◆ **Work to be completed**
Go through the data and copy every line in which "Treze" appears.
Start of Materials provided
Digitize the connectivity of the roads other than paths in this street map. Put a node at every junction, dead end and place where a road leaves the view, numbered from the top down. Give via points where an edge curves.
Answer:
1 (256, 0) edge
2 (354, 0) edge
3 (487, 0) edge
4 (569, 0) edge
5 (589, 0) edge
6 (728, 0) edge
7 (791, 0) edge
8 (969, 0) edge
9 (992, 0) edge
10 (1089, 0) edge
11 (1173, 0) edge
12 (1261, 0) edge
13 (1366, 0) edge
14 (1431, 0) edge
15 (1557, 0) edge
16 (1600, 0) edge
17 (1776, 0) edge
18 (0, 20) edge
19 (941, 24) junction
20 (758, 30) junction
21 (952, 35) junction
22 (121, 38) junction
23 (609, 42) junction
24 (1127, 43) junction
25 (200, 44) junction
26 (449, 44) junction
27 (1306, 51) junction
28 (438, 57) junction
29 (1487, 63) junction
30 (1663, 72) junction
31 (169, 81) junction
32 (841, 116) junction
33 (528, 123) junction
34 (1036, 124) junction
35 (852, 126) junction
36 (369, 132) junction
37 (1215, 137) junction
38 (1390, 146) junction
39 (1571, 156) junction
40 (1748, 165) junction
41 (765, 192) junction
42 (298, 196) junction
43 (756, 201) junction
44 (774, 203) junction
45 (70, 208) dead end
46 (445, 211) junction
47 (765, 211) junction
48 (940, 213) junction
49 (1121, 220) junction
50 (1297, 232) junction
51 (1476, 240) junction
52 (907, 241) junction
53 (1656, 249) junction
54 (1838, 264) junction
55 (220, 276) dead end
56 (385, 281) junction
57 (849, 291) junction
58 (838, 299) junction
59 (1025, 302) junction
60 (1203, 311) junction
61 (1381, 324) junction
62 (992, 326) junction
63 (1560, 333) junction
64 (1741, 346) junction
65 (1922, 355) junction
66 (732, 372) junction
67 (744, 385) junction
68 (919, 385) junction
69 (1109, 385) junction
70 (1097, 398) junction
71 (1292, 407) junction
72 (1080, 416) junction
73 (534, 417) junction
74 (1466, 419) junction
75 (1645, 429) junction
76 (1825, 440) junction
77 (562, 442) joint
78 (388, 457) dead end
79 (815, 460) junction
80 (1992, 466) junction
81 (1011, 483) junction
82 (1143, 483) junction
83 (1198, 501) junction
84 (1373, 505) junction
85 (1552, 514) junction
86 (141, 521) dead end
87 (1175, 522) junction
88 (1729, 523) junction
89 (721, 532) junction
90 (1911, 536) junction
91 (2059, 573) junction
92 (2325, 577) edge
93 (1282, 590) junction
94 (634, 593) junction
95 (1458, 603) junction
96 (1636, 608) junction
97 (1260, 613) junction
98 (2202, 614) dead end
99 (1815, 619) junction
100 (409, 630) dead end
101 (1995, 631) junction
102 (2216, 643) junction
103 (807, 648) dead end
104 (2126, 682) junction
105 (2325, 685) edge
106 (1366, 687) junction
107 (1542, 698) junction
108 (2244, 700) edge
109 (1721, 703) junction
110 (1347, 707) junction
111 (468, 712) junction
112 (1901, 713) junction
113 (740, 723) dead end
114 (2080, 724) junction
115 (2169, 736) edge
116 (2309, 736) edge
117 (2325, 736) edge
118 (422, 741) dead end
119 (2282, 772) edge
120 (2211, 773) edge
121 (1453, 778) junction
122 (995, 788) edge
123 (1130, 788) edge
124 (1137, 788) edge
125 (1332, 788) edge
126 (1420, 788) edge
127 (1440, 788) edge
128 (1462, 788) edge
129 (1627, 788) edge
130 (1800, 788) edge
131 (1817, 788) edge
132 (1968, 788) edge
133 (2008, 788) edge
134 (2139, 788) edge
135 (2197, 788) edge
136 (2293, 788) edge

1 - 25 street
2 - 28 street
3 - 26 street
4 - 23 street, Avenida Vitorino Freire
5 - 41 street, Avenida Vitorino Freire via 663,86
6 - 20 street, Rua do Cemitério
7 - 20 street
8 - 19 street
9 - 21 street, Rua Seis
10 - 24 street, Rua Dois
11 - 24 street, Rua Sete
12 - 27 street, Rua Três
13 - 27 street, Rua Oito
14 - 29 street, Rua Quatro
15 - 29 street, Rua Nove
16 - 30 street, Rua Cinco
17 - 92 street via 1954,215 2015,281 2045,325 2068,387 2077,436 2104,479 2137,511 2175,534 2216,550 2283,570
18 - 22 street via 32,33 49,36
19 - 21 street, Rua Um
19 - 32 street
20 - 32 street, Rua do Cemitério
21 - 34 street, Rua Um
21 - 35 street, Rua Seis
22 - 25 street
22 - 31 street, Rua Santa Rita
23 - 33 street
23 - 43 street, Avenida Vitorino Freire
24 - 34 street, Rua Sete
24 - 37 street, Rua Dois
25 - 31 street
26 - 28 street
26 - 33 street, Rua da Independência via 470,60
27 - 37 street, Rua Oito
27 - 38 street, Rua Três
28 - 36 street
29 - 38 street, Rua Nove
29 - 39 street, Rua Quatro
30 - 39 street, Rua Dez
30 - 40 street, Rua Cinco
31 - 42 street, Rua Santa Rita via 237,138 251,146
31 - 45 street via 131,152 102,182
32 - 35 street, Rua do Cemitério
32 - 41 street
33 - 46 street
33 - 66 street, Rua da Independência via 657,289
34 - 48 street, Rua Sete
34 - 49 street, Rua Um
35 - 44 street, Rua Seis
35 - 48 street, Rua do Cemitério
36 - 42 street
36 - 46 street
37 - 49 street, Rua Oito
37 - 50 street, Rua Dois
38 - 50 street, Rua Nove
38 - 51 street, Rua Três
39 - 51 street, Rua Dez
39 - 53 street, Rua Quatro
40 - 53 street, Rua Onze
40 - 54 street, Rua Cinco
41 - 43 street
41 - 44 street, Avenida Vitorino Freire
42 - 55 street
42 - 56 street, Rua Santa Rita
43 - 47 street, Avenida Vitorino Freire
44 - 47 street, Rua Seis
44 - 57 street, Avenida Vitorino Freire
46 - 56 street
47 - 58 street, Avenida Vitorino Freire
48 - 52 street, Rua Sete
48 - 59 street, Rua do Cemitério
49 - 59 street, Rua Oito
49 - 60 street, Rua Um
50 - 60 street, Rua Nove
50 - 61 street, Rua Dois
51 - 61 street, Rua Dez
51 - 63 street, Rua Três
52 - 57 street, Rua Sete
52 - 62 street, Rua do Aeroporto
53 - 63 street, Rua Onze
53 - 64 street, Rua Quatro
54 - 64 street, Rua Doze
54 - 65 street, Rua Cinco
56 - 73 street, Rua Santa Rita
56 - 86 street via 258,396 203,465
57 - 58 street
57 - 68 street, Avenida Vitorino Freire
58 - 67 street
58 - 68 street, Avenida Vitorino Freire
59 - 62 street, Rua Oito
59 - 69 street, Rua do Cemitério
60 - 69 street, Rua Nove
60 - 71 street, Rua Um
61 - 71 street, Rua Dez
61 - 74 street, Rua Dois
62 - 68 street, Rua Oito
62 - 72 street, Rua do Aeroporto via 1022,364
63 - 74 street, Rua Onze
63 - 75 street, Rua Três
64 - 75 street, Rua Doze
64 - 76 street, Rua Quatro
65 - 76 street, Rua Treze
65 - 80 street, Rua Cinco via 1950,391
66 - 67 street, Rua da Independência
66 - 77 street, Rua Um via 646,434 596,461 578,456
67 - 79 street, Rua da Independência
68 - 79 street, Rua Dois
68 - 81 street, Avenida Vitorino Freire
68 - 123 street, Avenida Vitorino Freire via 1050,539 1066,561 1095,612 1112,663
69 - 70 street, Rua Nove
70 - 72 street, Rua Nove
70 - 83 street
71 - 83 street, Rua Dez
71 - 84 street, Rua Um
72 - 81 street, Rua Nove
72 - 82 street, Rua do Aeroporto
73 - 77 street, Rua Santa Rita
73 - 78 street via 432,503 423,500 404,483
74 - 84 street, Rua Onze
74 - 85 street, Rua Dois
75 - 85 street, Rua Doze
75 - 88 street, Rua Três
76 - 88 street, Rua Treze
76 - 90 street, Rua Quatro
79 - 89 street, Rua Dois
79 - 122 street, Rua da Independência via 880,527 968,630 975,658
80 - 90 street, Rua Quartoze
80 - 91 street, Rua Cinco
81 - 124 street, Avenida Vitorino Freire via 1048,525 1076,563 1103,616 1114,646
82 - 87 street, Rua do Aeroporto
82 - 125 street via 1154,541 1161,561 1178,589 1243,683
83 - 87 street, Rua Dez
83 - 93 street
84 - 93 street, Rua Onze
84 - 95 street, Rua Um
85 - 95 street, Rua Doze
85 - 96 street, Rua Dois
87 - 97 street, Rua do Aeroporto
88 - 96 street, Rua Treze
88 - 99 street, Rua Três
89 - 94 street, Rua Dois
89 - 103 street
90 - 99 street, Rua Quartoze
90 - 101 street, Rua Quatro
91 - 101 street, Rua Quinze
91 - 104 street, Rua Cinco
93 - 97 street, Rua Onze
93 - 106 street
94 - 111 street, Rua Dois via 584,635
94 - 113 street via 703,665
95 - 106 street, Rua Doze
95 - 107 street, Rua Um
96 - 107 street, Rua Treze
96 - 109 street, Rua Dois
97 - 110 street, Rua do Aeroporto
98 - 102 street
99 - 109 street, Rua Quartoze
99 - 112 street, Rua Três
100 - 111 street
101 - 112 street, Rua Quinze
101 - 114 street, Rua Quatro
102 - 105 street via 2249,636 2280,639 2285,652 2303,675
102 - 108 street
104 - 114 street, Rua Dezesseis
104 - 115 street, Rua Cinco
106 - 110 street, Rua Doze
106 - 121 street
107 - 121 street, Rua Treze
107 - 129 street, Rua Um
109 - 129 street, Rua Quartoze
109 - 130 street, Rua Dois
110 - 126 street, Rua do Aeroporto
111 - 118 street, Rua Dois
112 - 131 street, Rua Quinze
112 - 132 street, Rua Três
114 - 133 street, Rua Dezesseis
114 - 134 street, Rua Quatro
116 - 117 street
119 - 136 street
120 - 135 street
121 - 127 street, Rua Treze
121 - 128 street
End of Materials provided
◆ **Task output**
65 - 76 street, Rua Treze
76 - 88 street, Rua Treze
88 - 96 street, Rua Treze
96 - 107 street, Rua Treze
107 - 121 street, Rua Treze
121 - 127 street, Rua Treze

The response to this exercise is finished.